The last time LeBron didn’t reach the NBA Finals, the Lakers beat Boston. That was eight years ago—so long ago that Kobe was still good at basketball and was named Finals MVP; now he’s just an Oscar winner and makes videos that inspire young guys playing for his old enemies. Point is, that might as well be another lifetime. Since then, James has gone to seven straight NBA Finals and won three. He’s also been named Finals MVP three times during that stretch. James owns post–Memorial Day basketball, and it’s hard to imagine the Finals without him.

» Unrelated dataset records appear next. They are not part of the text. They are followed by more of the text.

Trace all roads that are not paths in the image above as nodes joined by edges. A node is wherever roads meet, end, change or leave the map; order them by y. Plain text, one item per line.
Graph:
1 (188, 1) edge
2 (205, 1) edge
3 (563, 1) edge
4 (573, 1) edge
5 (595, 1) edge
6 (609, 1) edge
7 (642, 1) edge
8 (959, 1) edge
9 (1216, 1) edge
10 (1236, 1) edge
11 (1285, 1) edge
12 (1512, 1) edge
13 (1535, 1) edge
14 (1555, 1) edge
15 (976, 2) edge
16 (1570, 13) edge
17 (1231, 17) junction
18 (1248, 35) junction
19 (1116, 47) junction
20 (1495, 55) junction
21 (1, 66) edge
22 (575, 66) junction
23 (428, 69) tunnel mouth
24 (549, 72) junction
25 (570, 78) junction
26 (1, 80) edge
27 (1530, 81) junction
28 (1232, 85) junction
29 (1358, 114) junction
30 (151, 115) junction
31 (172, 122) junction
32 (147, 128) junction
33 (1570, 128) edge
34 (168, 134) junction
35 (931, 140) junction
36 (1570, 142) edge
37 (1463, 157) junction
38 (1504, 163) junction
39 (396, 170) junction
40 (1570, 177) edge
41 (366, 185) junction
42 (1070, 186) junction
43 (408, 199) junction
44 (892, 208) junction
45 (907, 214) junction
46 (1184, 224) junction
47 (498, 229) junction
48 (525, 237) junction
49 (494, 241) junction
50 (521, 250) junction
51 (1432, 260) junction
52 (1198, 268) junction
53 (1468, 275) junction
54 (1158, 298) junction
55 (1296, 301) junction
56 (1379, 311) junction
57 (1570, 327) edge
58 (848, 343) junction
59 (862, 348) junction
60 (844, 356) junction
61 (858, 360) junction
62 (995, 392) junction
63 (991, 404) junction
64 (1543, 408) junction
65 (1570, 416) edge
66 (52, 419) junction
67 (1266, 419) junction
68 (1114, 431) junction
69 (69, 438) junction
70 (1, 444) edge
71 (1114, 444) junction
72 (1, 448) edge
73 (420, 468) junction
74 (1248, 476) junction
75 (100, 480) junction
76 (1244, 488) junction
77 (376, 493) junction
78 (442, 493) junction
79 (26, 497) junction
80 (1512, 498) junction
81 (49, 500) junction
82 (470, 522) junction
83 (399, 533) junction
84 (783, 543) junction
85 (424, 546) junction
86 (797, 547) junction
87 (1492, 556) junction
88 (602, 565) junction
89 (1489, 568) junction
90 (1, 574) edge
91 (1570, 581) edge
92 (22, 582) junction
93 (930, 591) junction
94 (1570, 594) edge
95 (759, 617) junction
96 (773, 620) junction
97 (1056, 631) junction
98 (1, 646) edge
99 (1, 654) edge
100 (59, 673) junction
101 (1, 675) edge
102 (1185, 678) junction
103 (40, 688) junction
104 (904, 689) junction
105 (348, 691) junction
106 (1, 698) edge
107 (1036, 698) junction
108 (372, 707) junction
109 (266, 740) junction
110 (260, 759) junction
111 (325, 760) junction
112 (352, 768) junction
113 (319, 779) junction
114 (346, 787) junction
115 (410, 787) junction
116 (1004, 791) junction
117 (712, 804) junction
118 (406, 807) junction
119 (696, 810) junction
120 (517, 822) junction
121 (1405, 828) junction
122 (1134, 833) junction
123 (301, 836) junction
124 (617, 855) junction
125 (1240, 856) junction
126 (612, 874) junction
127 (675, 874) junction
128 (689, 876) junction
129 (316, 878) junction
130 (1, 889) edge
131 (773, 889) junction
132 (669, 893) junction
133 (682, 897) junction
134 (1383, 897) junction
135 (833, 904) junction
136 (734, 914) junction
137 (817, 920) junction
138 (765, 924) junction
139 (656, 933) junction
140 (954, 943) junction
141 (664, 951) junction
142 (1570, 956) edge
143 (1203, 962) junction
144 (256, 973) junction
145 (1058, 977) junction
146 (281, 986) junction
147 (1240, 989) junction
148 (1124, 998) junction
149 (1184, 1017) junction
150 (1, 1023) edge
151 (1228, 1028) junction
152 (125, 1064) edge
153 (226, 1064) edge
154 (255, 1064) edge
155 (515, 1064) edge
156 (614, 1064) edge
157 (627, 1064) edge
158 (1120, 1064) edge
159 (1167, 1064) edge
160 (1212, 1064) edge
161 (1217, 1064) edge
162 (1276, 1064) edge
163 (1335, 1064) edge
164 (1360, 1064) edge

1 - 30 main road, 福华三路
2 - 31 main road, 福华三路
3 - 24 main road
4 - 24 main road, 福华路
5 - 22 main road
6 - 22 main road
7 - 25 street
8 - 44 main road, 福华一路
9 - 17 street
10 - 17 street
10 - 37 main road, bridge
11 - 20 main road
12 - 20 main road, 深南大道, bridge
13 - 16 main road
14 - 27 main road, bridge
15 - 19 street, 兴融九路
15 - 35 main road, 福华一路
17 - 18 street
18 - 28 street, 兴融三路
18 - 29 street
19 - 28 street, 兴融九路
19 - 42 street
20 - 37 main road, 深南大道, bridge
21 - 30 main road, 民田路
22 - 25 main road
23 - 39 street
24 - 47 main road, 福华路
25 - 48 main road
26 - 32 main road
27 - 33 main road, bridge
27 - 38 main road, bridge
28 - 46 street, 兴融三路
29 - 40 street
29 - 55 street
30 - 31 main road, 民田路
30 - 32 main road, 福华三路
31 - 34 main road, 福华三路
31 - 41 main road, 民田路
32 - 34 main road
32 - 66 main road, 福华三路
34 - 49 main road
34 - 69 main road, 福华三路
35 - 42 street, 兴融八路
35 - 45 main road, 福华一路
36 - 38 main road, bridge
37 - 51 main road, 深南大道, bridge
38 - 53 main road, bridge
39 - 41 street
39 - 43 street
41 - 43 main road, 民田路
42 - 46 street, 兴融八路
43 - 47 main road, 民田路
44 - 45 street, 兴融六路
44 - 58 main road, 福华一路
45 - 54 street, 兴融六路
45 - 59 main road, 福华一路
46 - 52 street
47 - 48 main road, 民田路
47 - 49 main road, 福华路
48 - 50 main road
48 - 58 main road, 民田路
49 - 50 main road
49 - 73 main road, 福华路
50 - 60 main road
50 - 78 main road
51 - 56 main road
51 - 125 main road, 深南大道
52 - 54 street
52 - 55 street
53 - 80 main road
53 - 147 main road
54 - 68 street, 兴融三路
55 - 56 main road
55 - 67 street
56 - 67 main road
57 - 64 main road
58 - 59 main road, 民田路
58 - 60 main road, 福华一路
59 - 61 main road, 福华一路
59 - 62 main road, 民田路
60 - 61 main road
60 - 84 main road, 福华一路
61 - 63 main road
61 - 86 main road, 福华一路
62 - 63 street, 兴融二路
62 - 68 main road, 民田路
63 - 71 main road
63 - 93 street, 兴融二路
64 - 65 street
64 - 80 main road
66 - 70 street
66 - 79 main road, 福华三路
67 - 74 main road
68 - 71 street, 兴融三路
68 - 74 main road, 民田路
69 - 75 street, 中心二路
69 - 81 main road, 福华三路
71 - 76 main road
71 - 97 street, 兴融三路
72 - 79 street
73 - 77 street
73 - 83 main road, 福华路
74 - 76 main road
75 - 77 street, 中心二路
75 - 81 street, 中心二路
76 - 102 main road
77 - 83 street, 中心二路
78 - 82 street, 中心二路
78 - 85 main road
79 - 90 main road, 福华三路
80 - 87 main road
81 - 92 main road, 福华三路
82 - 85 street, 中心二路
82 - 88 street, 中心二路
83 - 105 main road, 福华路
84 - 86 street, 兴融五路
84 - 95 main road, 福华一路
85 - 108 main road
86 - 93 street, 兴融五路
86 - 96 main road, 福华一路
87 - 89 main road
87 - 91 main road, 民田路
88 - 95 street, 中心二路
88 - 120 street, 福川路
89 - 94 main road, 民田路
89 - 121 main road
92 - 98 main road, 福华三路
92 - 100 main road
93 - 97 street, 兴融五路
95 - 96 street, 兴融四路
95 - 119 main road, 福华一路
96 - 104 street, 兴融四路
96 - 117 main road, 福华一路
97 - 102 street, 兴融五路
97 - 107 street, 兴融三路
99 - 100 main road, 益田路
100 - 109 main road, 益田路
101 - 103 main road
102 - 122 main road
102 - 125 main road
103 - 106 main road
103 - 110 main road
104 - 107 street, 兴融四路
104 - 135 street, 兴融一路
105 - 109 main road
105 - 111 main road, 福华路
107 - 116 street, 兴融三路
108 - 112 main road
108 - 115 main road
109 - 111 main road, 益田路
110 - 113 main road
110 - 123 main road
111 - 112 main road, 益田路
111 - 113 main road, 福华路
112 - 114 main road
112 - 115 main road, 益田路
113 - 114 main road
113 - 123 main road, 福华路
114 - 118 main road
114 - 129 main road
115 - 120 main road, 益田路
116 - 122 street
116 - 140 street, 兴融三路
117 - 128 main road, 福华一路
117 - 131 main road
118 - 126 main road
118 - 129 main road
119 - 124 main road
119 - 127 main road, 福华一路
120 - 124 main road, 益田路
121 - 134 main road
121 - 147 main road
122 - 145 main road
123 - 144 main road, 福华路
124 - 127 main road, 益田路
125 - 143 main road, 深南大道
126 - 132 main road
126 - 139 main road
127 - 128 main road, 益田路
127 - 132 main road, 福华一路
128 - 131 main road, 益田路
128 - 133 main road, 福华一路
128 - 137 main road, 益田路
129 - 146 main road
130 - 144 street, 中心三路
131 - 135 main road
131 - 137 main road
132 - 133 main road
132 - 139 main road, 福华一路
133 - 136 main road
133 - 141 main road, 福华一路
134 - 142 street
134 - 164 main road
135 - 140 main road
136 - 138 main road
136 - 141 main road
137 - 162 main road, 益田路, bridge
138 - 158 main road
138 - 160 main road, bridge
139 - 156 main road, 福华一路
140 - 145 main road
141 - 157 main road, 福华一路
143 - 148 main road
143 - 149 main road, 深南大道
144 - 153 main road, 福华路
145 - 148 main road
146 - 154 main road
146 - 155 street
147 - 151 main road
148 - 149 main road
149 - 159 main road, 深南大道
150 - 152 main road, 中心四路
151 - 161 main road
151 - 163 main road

Whatever happens on Sunday night, the Celtics have had an amazing season, and they’re positioned to give the Eastern Conference fits for the foreseeable future. They also managed to put James in a 2-0 hole in an Eastern Conference playoff series for the first time in a decade. That’s no small feat. It should also be noted that the Celtics have never lost a playoff series in their history after winning the first two games, though that fact isn’t worth much when you think about it. If the Celtics can push past the Cavs and reach the NBA Finals, it will have nothing to do with their storied history and everything to do with figuring out a way to best LeBron in yet another elimination game. (It wouldn’t hurt if Boston could prevent Rozier from getting switched onto James; the next time Rozier stops LeBron will be his first.)
Earlier in the series, while I was in Cleveland for Games 3 and 4, James did what players do and said the key to advancing was the Cavaliers playing as a team. “It’s not about me,” LeBron insisted. Except it is. It always is. And it will be again in Boston. He’s 5-2 in Game 7s. I can’t be certain that he’ll be 6-2 after Sunday night—but I certainly wouldn’t bet against it.